▶ [RECORDS FOR THE EXERCISE]
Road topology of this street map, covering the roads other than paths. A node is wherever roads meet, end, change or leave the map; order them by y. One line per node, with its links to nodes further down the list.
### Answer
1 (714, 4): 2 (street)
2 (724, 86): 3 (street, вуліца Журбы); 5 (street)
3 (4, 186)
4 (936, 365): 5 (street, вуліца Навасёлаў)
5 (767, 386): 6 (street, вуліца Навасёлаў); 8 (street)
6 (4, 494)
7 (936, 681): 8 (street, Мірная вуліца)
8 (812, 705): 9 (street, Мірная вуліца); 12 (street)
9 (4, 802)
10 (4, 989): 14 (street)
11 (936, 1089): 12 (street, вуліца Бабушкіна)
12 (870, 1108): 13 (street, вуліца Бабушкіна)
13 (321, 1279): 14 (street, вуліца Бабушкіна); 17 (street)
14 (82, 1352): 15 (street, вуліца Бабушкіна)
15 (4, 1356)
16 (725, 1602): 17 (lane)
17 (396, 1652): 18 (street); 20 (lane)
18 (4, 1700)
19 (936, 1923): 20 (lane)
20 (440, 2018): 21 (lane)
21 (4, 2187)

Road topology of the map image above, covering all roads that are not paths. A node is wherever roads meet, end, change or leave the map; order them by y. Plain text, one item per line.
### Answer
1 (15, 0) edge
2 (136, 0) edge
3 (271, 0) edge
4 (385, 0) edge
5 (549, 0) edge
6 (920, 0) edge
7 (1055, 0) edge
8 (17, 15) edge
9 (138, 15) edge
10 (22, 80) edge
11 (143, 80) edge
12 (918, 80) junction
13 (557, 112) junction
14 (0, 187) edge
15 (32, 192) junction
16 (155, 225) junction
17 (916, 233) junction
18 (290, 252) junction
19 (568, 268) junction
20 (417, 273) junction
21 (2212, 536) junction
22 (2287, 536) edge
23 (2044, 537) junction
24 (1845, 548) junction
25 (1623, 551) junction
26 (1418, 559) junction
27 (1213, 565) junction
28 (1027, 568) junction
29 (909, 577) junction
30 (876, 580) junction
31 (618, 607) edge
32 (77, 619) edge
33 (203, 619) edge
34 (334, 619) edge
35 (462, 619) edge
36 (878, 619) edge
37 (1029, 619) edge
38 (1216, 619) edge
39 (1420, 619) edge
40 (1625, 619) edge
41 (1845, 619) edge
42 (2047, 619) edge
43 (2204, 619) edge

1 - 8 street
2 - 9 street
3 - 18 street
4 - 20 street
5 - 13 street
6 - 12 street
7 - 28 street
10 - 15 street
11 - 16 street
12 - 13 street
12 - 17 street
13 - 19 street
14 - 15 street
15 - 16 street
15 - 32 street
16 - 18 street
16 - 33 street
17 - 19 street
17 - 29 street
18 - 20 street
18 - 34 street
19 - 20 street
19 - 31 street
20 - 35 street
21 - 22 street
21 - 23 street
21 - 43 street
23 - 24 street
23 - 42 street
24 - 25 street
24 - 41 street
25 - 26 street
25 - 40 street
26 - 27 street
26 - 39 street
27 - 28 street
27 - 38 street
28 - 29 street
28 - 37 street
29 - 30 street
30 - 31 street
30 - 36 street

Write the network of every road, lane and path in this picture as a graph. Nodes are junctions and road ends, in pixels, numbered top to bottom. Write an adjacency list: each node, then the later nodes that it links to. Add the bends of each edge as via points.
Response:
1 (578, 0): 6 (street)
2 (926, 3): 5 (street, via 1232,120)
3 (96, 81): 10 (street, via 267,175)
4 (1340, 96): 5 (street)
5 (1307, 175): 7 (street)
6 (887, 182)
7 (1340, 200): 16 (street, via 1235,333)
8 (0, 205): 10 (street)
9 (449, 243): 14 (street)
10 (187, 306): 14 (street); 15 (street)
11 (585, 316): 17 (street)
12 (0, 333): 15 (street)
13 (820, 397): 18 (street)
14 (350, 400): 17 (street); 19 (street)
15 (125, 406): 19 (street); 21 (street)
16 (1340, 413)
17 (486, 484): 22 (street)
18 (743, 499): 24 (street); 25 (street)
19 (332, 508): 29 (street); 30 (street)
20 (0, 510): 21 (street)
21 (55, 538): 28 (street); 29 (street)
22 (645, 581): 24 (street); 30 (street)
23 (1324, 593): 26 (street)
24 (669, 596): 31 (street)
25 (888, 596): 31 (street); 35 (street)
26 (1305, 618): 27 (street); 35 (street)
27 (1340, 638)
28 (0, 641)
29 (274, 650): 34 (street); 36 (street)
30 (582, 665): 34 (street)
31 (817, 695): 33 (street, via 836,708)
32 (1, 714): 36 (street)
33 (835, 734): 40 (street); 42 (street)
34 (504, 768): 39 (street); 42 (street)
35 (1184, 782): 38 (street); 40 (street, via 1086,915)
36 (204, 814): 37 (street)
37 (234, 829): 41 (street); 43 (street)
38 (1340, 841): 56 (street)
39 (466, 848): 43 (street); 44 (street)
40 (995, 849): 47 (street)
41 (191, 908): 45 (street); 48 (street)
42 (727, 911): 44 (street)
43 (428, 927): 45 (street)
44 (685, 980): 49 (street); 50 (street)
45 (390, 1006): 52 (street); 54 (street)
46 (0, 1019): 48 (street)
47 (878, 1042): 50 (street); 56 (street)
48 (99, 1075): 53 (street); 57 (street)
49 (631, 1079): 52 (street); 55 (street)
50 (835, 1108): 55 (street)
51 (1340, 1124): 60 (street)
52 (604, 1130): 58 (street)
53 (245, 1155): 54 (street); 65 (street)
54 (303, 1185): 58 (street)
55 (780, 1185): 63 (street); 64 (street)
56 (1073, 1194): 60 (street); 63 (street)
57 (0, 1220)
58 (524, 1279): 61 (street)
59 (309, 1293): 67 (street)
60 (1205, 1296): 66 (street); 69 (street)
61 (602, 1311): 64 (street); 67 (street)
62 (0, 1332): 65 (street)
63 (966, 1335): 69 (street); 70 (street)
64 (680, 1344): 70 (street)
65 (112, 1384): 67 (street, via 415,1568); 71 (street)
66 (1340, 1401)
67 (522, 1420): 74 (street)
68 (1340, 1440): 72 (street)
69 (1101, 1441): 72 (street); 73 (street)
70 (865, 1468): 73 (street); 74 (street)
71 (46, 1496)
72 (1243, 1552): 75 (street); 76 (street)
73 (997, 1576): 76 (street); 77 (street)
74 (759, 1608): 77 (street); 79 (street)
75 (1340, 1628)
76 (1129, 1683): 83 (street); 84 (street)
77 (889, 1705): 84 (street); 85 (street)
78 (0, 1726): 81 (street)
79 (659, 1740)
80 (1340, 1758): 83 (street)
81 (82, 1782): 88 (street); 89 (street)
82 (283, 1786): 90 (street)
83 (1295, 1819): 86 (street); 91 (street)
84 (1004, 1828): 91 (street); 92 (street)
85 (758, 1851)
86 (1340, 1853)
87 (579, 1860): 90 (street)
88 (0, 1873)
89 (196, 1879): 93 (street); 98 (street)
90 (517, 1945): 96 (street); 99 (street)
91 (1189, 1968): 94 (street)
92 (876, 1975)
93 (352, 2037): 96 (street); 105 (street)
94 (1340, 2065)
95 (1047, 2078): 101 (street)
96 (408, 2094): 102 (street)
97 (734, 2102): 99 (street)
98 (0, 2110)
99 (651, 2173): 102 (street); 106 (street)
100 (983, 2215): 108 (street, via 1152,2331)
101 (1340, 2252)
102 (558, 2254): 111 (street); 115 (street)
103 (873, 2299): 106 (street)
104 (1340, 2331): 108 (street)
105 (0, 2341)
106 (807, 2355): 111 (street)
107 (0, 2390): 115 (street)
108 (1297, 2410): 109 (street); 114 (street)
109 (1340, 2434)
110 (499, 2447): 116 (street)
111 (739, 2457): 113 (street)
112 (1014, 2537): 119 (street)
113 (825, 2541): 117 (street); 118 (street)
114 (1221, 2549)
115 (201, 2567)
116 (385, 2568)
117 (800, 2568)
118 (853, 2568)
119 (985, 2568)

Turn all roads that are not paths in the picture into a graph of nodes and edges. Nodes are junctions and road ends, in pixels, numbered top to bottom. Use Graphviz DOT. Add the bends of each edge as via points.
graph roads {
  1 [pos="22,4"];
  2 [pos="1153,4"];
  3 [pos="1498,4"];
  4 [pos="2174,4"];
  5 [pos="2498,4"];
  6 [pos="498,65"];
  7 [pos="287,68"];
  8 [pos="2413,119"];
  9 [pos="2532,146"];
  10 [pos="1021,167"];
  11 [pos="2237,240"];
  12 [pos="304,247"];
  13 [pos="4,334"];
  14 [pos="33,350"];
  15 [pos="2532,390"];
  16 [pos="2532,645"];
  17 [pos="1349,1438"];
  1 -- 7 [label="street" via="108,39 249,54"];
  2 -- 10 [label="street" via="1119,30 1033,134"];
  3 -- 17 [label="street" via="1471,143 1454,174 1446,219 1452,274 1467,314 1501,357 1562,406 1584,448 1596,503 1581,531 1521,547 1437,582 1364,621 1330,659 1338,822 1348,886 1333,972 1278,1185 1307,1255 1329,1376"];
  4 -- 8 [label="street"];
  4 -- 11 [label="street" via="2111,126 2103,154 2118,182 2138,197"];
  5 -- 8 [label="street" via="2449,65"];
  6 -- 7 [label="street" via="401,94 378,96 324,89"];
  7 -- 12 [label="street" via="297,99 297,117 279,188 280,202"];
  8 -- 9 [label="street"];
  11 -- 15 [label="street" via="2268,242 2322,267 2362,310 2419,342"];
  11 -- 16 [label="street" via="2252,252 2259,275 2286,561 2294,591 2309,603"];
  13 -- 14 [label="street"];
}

▶ [EXERCISE GOAL]
The answer should be one number, namely how many lines of the entries above include the string "leave".

▶ [RESPONSE BELOW]
2